Archive | December, 2010

Running on Empty

27 Dec

I get it. You're fast.

As I stood on a curb in Davis Square, Somerville Thanksgiving morning sipping a Vietnamese coffee in slightly subzero weather, it occurred to me that I am very dedicated to running.  But then, immediately, I corrected myself.  I hate to run, is the truth.  I guess what I really mean is that I am dedicated to runners.
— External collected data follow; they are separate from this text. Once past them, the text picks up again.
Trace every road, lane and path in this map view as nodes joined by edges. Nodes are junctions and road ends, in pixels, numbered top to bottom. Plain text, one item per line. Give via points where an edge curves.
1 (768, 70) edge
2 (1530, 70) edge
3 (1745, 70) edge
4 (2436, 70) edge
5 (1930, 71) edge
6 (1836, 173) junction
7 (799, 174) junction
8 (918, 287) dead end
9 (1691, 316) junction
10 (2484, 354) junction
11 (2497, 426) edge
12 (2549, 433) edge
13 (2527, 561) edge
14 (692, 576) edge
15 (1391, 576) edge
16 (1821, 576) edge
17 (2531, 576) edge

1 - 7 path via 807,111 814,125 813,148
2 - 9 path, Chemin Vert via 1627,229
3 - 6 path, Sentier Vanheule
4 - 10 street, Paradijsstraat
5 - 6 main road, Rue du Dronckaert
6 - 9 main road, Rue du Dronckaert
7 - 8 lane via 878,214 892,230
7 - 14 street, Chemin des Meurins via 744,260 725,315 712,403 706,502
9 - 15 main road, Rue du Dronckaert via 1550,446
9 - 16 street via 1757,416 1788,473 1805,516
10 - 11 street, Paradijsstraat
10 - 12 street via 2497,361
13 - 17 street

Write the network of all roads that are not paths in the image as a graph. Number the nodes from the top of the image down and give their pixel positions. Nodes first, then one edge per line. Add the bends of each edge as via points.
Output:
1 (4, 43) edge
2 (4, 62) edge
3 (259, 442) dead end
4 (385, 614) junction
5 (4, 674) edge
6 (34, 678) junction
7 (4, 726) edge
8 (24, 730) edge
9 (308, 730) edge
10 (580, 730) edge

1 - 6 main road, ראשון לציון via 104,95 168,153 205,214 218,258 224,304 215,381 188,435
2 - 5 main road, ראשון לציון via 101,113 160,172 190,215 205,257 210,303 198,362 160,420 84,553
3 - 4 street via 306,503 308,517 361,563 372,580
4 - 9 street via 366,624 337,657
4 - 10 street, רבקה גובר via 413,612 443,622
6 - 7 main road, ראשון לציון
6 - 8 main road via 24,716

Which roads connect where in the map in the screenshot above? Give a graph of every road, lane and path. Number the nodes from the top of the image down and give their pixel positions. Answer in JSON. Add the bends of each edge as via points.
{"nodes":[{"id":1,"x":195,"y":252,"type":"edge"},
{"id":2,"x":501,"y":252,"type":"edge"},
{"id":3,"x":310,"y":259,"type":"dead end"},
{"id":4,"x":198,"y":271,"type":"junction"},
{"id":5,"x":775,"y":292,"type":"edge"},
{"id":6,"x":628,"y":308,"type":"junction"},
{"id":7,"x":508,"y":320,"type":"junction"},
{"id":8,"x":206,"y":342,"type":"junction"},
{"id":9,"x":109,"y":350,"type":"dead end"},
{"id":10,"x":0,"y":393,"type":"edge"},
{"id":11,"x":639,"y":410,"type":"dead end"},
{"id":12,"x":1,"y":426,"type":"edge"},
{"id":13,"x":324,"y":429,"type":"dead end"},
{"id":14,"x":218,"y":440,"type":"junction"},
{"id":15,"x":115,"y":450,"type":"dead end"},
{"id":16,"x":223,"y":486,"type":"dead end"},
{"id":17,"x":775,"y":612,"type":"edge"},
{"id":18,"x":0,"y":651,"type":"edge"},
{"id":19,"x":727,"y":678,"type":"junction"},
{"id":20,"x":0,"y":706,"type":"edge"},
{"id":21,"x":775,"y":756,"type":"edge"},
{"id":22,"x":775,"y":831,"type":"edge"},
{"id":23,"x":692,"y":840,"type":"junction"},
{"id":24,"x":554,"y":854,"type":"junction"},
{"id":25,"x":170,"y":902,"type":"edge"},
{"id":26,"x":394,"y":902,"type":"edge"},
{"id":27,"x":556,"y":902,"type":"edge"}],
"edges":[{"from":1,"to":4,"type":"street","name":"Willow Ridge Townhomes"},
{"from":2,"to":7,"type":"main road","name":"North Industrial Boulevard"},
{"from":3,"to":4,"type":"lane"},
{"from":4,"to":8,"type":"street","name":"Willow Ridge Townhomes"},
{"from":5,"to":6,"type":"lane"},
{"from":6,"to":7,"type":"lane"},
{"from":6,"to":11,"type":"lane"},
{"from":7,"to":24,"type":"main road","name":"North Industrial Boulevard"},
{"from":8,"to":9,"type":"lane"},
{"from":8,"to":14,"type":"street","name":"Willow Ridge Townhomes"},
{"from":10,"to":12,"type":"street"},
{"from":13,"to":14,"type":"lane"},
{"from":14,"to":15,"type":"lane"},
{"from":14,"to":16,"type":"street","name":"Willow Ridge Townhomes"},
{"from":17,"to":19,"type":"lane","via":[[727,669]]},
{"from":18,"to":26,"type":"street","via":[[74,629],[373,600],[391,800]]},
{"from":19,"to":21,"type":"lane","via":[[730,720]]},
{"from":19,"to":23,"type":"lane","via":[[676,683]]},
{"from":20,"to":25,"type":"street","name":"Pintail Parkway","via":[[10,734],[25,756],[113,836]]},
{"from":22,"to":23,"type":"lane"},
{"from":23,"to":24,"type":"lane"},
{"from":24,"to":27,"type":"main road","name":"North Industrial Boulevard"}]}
Since the end of college, I have had runners in my life.  Best friends.  Girlfriends.  Co-workers.  Roommates.  And often, I have been enlisted to cheer them on at races of various distances.  5k.  10k.  Half marathon.  Marathon.  This morning, I trekked a mile into town to encourage my roommate Audrey and my co-teacher Rachel as they crossed the finish line of Somerville’s annual Gobble Gobble Gobble 4 Mile Run.  Audrey usually runs a race with her father and sister in Dayton on Thanksgiving, and I agreed to wait for her at the finish line so she’d feel less homesick stuck in Boston.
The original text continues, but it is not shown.